## [PROBLEM TO WORK ON]
Copy the data that appears below exactly. Drop the pictures.

========================

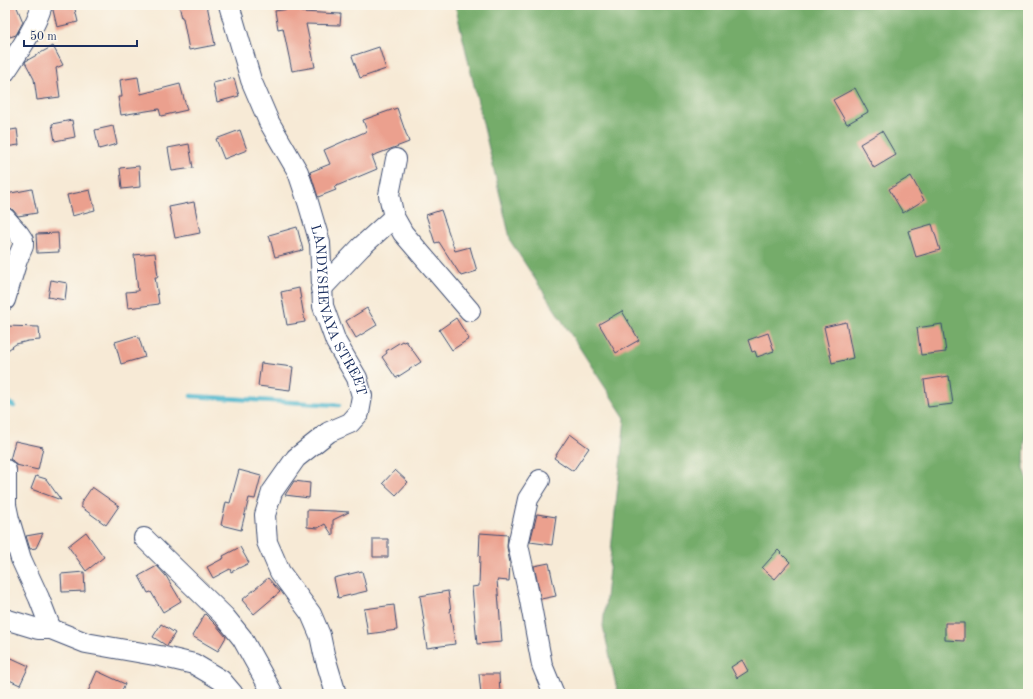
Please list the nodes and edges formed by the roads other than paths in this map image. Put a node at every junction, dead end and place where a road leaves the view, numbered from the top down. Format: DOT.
graph roads {
  1 [pos="42,5"];
  2 [pos="230,5"];
  3 [pos="5,72"];
  4 [pos="396,159"];
  5 [pos="394,217"];
  6 [pos="5,218"];
  7 [pos="322,289"];
  8 [pos="5,300"];
  9 [pos="470,311"];
  10 [pos="6,470"];
  11 [pos="540,480"];
  12 [pos="144,538"];
  13 [pos="5,619"];
  14 [pos="51,630"];
  15 [pos="233,694"];
  16 [pos="273,694"];
  17 [pos="336,694"];
  18 [pos="554,694"];
  1 -- 3 [label="street"];
  2 -- 7 [label="street, LANDYSHEVAYA STREET"];
  4 -- 5 [label="street"];
  5 -- 7 [label="street"];
  5 -- 9 [label="street"];
  6 -- 8 [label="street"];
  7 -- 17 [label="street, LANDYSHEVAYA STREET"];
  10 -- 14 [label="street"];
  11 -- 18 [label="street"];
  12 -- 16 [label="street"];
  13 -- 14 [label="street"];
  14 -- 15 [label="street"];
}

========================

## [TASK RESPONSE]
Please list the nodes and edges formed by the roads other than paths in this map image. Put a node at every junction, dead end and place where a road leaves the view, numbered from the top down. Format: DOT.
graph roads {
  1 [pos="42,5"];
  2 [pos="230,5"];
  3 [pos="5,72"];
  4 [pos="396,159"];
  5 [pos="394,217"];
  6 [pos="5,218"];
  7 [pos="322,289"];
  8 [pos="5,300"];
  9 [pos="470,311"];
  10 [pos="6,470"];
  11 [pos="540,480"];
  12 [pos="144,538"];
  13 [pos="5,619"];
  14 [pos="51,630"];
  15 [pos="233,694"];
  16 [pos="273,694"];
  17 [pos="336,694"];
  18 [pos="554,694"];
  1 -- 3 [label="street"];
  2 -- 7 [label="street, LANDYSHEVAYA STREET"];
  4 -- 5 [label="street"];
  5 -- 7 [label="street"];
  5 -- 9 [label="street"];
  6 -- 8 [label="street"];
  7 -- 17 [label="street, LANDYSHEVAYA STREET"];
  10 -- 14 [label="street"];
  11 -- 18 [label="street"];
  12 -- 16 [label="street"];
  13 -- 14 [label="street"];
  14 -- 15 [label="street"];
}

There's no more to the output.